American entrepreneur and TV personality (born 1974)

Cooper Archibald Manning (born March 6, 1974) is an American entrepreneur and television personality who is the host of the television show The Manning Hour for Fox Sports as well as principal and senior managing director of investor relations for AJ Capital Partners. He is the eldest son of former professional football quarterback Archie Manning, the older brother of former professional football quarterbacks Peyton Manning and Eli Manning, and the father of Texas Longhorns quarterback Arch Manning.

==Early life==
Born on March 6, 1974, in New Orleans, Louisiana, Manning is the first child of Archie and Olivia Manning. He played football at Isidore Newman School as a wide receiver, having a breakout season as a senior with his brother Peyton at quarterback.
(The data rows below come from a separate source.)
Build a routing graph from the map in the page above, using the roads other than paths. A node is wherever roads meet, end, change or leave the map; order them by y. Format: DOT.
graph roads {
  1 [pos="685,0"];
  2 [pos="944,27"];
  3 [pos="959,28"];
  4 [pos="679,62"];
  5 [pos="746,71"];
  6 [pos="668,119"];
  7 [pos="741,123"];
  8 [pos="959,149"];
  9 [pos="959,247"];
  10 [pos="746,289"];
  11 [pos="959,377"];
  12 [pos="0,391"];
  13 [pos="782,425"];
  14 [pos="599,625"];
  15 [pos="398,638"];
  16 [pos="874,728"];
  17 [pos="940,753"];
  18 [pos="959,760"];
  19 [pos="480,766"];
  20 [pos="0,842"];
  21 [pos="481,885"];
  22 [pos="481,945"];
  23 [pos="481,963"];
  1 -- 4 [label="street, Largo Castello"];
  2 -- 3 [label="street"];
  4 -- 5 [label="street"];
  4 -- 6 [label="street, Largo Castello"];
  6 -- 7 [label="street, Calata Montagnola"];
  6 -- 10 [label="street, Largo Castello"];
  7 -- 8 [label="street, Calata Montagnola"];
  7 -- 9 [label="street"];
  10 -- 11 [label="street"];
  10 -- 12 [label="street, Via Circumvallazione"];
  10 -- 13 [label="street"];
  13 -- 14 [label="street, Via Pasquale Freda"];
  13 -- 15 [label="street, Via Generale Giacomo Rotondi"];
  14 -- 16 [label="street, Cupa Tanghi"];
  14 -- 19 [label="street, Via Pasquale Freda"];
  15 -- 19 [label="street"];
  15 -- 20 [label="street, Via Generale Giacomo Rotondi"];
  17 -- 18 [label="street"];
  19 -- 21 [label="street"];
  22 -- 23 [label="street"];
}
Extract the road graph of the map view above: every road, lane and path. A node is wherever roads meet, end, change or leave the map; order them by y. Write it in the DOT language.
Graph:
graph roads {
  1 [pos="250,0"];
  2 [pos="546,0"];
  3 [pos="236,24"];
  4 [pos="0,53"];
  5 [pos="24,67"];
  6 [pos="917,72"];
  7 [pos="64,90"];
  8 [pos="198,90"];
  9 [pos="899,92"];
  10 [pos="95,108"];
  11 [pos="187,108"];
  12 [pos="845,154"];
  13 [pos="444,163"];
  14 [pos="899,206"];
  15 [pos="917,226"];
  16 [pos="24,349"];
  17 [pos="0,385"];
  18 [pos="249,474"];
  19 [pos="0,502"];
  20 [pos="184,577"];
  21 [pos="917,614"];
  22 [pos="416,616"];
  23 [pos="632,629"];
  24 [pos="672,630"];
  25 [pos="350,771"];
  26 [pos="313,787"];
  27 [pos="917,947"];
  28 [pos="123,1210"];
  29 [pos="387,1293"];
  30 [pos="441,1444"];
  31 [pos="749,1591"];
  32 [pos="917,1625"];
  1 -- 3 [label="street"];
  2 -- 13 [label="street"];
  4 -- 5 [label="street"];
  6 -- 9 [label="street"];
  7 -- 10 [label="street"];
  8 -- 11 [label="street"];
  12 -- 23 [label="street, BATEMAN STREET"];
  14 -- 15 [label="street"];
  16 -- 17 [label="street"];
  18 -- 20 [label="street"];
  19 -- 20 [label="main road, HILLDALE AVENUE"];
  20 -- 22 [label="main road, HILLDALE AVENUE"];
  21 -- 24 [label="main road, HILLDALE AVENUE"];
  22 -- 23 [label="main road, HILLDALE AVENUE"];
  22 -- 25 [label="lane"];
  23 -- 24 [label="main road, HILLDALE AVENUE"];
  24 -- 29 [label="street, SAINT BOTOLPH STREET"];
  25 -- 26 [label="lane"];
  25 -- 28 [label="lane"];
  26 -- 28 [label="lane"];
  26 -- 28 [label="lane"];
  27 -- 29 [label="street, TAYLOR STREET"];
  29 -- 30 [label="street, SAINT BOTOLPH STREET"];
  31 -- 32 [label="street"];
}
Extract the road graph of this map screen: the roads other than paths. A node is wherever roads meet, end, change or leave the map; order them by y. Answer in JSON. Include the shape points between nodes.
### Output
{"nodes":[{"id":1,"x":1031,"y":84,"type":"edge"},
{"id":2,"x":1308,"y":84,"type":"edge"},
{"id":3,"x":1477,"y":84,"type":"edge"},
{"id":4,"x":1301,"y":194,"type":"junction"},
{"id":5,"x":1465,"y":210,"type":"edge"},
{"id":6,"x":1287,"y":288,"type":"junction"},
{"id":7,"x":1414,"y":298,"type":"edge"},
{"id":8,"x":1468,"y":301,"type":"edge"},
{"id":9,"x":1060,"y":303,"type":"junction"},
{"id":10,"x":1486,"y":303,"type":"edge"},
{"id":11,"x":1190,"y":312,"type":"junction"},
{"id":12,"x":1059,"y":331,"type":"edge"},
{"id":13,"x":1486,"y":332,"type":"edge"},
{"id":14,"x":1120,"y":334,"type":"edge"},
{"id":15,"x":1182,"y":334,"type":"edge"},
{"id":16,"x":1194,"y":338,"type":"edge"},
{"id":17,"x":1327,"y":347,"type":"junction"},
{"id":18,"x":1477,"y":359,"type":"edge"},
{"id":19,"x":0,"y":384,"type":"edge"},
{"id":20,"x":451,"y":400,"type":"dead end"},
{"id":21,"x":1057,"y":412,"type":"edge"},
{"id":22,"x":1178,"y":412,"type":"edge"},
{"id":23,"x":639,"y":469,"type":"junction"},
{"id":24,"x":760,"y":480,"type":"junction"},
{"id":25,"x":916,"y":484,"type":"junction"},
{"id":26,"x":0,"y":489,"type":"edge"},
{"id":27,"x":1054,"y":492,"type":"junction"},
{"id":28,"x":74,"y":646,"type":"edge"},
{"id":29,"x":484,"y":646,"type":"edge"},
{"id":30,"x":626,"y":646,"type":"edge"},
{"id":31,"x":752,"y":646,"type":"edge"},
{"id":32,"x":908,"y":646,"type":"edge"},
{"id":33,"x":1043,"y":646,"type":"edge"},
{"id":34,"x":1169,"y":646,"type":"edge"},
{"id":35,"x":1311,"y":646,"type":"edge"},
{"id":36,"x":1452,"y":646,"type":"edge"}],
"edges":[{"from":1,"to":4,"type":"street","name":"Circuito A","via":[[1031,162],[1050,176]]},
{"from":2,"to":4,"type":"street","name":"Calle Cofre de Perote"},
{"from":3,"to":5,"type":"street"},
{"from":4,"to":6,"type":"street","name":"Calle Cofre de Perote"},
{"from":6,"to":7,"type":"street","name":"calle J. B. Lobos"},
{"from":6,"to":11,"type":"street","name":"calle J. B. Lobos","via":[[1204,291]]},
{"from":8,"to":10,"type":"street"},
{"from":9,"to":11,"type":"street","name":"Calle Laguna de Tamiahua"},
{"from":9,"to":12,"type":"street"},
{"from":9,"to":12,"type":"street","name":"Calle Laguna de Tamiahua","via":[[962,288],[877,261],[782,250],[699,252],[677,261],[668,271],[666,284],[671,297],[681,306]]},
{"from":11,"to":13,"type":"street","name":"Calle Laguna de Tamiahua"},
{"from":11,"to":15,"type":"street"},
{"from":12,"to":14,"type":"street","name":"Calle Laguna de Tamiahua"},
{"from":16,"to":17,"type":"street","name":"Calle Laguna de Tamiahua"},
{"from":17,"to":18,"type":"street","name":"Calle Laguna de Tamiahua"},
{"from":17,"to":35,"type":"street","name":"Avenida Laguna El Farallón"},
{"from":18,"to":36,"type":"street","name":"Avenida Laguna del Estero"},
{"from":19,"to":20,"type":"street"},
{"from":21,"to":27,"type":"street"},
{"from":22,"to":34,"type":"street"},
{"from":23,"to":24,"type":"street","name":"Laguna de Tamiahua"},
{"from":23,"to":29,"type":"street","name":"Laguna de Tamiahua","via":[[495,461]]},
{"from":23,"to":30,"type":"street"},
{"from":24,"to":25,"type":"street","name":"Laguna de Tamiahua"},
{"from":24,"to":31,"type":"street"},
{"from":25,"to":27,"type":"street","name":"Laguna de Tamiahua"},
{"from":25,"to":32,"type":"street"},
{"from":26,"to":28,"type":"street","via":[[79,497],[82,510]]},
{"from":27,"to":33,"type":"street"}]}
Manning was a highly ranked prospect out of high school and ended up committing to the University of Mississippi, Archie's and later his brother Eli's alma mater. When practices started in the summer before school, Manning felt some numbness in his fingers and toes, so he went to the Mayo Clinic in Rochester, Minnesota, to be diagnosed. There he was told that he had spinal stenosis, a narrowing of the spine and pinching of the nerves. Manning accepted the diagnosis and immediately ended his playing career.

In honor of Cooper, Peyton donned his brother's jersey number, 18, when he began his professional career in the National Football League in 1998.

==Post-football career==
Manning was a partner of Scotia Howard Weil, an energy investment boutique with offices in Houston and New Orleans. The firm holds an annual energy conference that attracts representatives for top-level investors, public energy companies, private energy companies, private equity firms, and other commercial lenders from around the world.

During the weeks leading up to the Super Bowl XLVII in New Orleans, he hosted his own segment on The Dan Patrick Show, titled "Manning on the Street." On September 13, 2015, Manning joined the broadcast team of Fox NFL Kickoff. In 2016, AJ Capital Partners added Manning to its executive team as principal and senior managing director of investor relations. AJ Capital Partners is a private real estate company based in Chicago, Illinois, focused on building a portfolio of hotels and resorts, most notably, the company's in-house brand, Graduate Hotels, a collection of boutique design-driven hotels in university-anchored markets across the US. Other projects have included restorations of existing hotels and development of new properties, several located in Chicago, such as Chicago Athletic Association, Soho House Chicago, Thompson Chicago, and Hotel Lincoln.

From 2021 to 2022, Manning co-hosted College Bowl alongside his brother Peyton.

He has a golf podcast called We Need a Fourth with Kenny Mayne and Brian Baumgartner, produced by SmartLess Media.

==Personal life==
Manning has three children with his wife, Ellen: two sons, with Texas Longhorns quarterback Arch Manning the elder, and a daughter. He is Catholic, having converted to marry his wife.